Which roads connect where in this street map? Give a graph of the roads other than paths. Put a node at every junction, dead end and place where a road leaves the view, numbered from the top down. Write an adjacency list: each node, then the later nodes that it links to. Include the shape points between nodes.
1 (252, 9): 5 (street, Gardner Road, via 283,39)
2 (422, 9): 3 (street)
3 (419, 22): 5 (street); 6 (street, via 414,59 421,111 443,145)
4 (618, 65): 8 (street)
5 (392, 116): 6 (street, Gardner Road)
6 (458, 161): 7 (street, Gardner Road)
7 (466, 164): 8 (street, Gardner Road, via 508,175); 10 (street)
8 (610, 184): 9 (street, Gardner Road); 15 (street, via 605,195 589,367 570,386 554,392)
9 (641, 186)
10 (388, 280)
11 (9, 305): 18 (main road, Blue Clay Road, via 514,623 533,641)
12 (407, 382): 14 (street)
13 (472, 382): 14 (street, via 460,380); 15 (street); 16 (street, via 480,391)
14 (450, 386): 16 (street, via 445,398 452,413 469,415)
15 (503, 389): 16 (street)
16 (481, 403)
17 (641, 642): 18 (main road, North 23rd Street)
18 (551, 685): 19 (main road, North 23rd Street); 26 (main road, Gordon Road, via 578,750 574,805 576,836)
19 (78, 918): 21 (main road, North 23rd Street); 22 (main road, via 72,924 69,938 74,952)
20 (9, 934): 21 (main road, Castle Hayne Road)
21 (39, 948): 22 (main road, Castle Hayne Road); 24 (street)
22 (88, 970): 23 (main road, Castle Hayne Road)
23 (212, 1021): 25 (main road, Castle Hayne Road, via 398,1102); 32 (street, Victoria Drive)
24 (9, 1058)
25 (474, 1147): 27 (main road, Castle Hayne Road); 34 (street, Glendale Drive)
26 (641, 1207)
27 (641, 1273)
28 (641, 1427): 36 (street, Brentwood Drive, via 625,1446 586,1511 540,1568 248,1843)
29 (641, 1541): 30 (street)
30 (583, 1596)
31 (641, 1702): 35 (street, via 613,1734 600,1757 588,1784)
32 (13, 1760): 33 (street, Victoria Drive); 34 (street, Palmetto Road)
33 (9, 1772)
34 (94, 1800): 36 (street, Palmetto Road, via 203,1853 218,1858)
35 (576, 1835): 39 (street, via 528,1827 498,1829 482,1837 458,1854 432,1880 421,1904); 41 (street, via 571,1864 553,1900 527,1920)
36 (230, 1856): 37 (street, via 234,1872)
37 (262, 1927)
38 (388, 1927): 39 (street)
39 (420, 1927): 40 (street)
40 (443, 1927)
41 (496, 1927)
____
**WHAT IS NEEDED**
Keep only those lines of the records that hold "North", and return them.

**ANSWER**
17 (641, 642): 18 (main road, North 23rd Street)
18 (551, 685): 19 (main road, North 23rd Street); 26 (main road, Gordon Road, via 578,750 574,805 576,836)
19 (78, 918): 21 (main road, North 23rd Street); 22 (main road, via 72,924 69,938 74,952)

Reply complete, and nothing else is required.